Berberine dissociates mitochondrial complex I by SIRT3-dependent deacetylation of NDUFS1 to improve hepatocellular glucose and lipid metabolism.

Many metabolic diseases show mitochondrial abnormalities because of dysfunction of complex I (CI). Therefore, the discovery of drugs that target the CI is of great interest. Berberine (BBR) is a botanic agent and has been included in the latest ESC/EAS Guidelines for the management of dyslipidemias. Here, we showed that BBR enters hepatocyte mitochondria after oral administration and improves glucose and lipid metabolism by reducing oxidative phosphorylation in hepatocytes.
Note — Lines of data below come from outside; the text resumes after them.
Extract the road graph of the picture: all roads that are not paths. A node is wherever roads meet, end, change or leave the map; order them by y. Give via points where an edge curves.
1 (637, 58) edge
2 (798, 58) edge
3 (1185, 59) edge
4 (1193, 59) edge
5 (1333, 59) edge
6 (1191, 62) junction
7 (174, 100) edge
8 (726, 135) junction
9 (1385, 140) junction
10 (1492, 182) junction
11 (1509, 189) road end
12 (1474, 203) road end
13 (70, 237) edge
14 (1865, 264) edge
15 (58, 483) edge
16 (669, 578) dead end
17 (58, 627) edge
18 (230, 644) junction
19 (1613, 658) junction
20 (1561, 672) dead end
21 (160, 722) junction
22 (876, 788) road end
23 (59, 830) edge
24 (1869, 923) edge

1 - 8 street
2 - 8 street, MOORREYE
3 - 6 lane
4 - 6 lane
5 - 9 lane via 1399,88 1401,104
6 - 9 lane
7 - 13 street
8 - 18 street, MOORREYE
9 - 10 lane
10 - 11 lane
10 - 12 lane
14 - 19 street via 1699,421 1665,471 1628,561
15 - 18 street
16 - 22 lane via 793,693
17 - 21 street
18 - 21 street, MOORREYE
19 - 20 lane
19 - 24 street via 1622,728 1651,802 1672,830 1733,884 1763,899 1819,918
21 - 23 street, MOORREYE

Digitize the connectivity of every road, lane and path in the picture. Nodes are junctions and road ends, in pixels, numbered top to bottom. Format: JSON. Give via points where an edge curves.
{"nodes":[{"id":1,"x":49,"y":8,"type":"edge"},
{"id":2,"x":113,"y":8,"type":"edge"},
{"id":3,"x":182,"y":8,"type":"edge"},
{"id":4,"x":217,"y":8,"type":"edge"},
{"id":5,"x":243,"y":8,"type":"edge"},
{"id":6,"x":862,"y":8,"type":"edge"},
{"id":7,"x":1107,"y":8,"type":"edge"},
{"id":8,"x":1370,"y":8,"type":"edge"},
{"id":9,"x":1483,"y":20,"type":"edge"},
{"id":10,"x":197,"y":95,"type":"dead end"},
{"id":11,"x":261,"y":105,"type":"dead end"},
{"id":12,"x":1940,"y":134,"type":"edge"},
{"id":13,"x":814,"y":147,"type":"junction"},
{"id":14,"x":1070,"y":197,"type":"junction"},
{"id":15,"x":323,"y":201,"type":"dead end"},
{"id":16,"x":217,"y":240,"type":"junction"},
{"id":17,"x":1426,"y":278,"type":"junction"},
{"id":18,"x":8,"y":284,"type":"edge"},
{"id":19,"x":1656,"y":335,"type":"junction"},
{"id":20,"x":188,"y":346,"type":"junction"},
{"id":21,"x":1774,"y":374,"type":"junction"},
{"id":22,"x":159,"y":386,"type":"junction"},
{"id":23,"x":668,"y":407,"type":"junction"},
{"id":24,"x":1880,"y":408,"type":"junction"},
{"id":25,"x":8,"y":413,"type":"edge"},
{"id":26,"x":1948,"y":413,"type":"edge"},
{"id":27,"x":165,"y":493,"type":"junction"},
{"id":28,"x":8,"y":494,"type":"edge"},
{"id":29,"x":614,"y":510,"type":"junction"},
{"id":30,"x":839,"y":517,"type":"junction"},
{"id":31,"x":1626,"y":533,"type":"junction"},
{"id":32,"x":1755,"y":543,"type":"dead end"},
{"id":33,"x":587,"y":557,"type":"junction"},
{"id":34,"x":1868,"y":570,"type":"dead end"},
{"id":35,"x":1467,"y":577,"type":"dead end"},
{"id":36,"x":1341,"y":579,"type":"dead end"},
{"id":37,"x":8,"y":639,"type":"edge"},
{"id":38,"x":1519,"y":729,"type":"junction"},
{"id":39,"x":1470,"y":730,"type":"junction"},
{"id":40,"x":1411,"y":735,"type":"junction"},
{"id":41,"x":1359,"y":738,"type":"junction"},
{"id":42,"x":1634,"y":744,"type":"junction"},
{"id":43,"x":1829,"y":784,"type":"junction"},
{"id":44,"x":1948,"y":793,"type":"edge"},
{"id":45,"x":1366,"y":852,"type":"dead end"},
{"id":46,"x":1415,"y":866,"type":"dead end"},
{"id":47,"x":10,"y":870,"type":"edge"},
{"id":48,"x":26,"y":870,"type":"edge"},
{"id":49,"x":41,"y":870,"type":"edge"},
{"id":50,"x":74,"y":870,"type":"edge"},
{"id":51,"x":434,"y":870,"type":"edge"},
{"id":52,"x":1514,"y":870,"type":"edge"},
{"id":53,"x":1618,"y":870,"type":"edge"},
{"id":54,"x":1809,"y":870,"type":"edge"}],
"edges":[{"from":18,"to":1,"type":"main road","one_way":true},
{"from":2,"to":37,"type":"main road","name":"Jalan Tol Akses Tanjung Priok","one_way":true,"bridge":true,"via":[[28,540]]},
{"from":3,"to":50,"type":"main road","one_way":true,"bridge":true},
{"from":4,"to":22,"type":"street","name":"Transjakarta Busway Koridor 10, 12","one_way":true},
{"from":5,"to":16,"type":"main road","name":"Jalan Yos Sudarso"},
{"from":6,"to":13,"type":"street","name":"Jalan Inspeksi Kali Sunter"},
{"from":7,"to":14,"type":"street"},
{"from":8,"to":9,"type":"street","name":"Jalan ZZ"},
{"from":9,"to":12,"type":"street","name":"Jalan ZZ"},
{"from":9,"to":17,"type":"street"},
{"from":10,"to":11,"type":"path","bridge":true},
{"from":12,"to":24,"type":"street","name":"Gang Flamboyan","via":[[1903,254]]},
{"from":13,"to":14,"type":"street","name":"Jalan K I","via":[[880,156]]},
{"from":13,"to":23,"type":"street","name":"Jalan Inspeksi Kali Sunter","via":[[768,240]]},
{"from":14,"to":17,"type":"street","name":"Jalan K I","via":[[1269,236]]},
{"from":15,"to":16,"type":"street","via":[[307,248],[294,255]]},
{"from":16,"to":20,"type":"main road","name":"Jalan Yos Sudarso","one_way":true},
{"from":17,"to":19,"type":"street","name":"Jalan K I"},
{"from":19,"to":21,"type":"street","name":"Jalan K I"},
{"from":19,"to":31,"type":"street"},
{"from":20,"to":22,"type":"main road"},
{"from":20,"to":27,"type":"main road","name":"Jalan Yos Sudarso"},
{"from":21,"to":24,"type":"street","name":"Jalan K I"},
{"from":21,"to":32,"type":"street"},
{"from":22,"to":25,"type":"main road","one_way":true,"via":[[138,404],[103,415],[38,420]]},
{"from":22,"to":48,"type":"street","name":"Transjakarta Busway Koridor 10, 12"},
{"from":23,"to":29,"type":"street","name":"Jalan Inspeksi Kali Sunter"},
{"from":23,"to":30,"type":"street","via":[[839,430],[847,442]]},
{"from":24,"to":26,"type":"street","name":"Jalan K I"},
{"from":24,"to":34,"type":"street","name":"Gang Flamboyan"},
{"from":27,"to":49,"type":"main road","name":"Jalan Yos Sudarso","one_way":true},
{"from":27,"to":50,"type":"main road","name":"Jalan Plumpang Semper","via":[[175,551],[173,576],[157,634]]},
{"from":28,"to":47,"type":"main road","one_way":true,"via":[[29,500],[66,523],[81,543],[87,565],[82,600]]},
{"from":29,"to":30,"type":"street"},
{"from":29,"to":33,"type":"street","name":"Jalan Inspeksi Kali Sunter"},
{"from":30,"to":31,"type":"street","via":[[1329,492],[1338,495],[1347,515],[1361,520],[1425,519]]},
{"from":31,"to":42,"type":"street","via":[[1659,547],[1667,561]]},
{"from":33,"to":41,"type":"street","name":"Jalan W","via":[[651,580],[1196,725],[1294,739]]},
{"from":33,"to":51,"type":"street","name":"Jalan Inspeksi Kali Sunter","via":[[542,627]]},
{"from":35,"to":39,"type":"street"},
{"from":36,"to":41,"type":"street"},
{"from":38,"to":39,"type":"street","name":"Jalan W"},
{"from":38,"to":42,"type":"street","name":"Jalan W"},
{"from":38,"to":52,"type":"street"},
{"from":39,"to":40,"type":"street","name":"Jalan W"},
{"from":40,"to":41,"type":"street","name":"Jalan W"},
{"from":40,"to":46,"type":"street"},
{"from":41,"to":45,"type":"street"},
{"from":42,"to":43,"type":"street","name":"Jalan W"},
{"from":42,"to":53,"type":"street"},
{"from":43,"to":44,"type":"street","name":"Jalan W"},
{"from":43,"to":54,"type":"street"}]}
BBR inhibits CI function rapidly, selectively, and reversibly, not by directly inhibiting CI enzyme activity but by reducing the abundance of CI in the mitochondria through dissociation of CI. BBR directly binds to and activates Sirtuin 3 (SIRT3), thereby reducing acetylation of the catalytic subunit NDUFS1 in the N-module of CI, leading to dissociation of mitochondrial CI. Conclusively, BBR, as a mitochondria-homing agent, selectively and reversibly dissociates mitochondrial CI through SIRT3-dependent NDUFS1 deacetylation to improve hepatocellular glucose and lipid metabolism, highlighting that CI may be a promising target for innovative natural products to treat metabolic diseases.